Curtas da COP: Recursos para restauração de mangues e do Pantanal; Lula rebate Merz 

Belém – Menos badalados que as florestas tropicais, os mangues são aliados no combate às mudanças climáticas – e uma coalização internacional busca cifras grandes para restaurá-los e preservá-los. Quem também está computando quantias altas é a Coalizão de Financiamento para Restauração e Bioeconomia do Brasil, lançada pelo G20 no ano passado. BNDES e Aegea publicaram um edital para restauração no Pantanal. E o presidente Lula mandou um recado para o chanceler alemão Friedrich Merz.

A vez dos mangues

A coalizão internacional Mangrove Breakthrough anunciou que mobilizou mais de US$ 750 milhões em investimentos para proteção de mangues. A meta é de US$ 4 bilhões até 2030 e é apoiada por 44 governos, cujos países respondem por 40% da cobertura total de manguezais do planeta. 

A iniciativa pretende restaurar 15 milhões de hectares de manguezais para sequestrar mais de 43,5 milhões de toneladas de carbono. Durante a COP30, novas adesões foram anunciadas: Amapá, Bahia e Maranhão. Os governos estaduais de Pará, Sergipe, Pernambuco, Maranhão e Rio de Janeiro, assim como a cidade de Aracaju, já fazem parte da iniciativa. 

Países como Jamaica, Papua-Nova Guiné, Brasil, Austrália, Costa Rica, Panamá e Paquistão incorporaram metas relacionadas a manguezais em suas NDCs. Cientistas estimam que manguezais removam até quatro vezes mais carbono do que as florestas. “A conservação e a restauração dos manguezais são uma das soluções climáticas mais eficazes e acessíveis que temos”, disse Ignace Beguin Billecocq, diretor-executivo da Mangrove Breakthrough Hub.

Restauração em alta

A Coalizão de Financiamento para Restauração e Bioeconomia do Brasil (BRB FC) confirmou que já mobilizou US$ 5,37 bilhões para projetos de restauração florestal e bioeconomia. É mais da metade da meta de US$ 10 bilhões prevista para 2030 e suficiente para restaurar 3,7 milhões de hectares de florestas em todo o país.
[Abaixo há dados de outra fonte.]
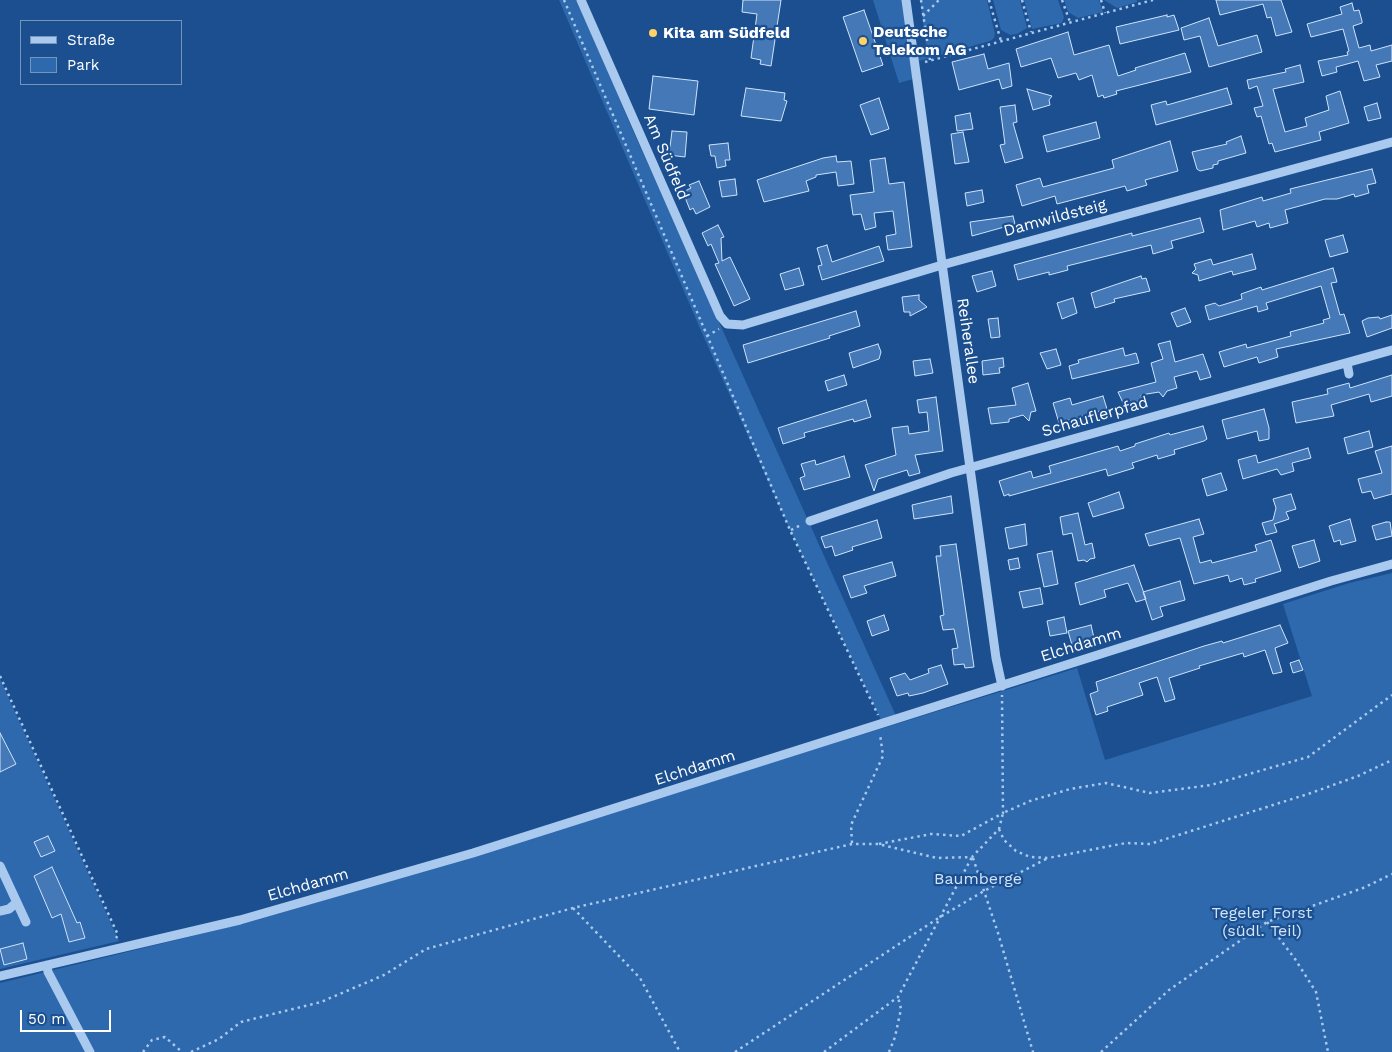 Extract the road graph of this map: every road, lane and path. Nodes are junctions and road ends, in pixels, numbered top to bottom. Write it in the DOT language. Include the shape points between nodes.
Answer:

A BRB Finance Coalition reúne 30 instituições dos setores público e privado, apoiando projetos em todos os biomas brasileiros, com foco especial na Amazônia. As metas de longo prazo incluem restaurar e conservar pelo menos cinco milhões de hectares, capturar 1 gigatonelada de CO2 até 2050, e destinar US$ 500 milhões a povos indígenas e comunidades locais.

Parceria pelo Pantanal

O Banco Nacional de Desenvolvimento Econômico e Social (BNDES) e o Instituto Aegea lançaram, nesta terça-feira, 18, uma nova chamada pública no âmbito da Iniciativa Floresta Viva: Edital Pantanal. O objetivo desta fase da iniciativa é atrair projetos de restauração ecológica e revitalização dos recursos hídricos da Bacia do Alto Paraguai. O recorte territorial para esta chamada abrange áreas localizadas no Mato Grosso e Mato Grosso do Sul.

Serão disponibilizados até R$ 5,9 milhões, sendo metade aportada pelo BNDES e metade pelo Instituto Aegea. A expectativa é apoiar até dois projetos de restauração ecológica – as propostas devem conter uma área mínima de 100 hectares (não necessariamente contínuos).

“O Pantanal é um patrimônio brasileiro que exige ação imediata”, disse o presidente do BNDES, Aloizio Mercadante, durante o lançamento.

Bate-boca transatlântico

Pegou mal e continua repercutindo a declaração de Friedrich Merz, chanceler alemão, sobre Belém. Na manhã de terça-feira (18), o presidente Luiz Inácio Lula da Silva disse que Berlim não oferece 10% da qualidade da capital paraense.

“Ele, na verdade, deveria ter ido em um boteco no Pará, deveria ter dançado no Pará, ele deveria ter provado a culinária do Pará, porque ele ia perceber que Berlim não oferece para ele 10% da qualidade que oferece o estado do Pará e a cidade de Belém. E eu falava toda hora, coma maniçoba”, disse Lula.

Para a BBC Brasil, um porta-voz do governo da Alemanha enviou uma nota afirmando que Merz “lamentou não ter tido tempo durante sua passagem pelo Brasil para conhecer a beleza natural deslumbrante” da região amazônica.

Na Zona Azul nesta terça-feira (18), o ministro do meio ambiente da Alemanha, Carsten Schneider aproveitou para tentar melhorar o clima e agradeceu a todos os “colegas e amigos presentes no grande país que é o Brasil”.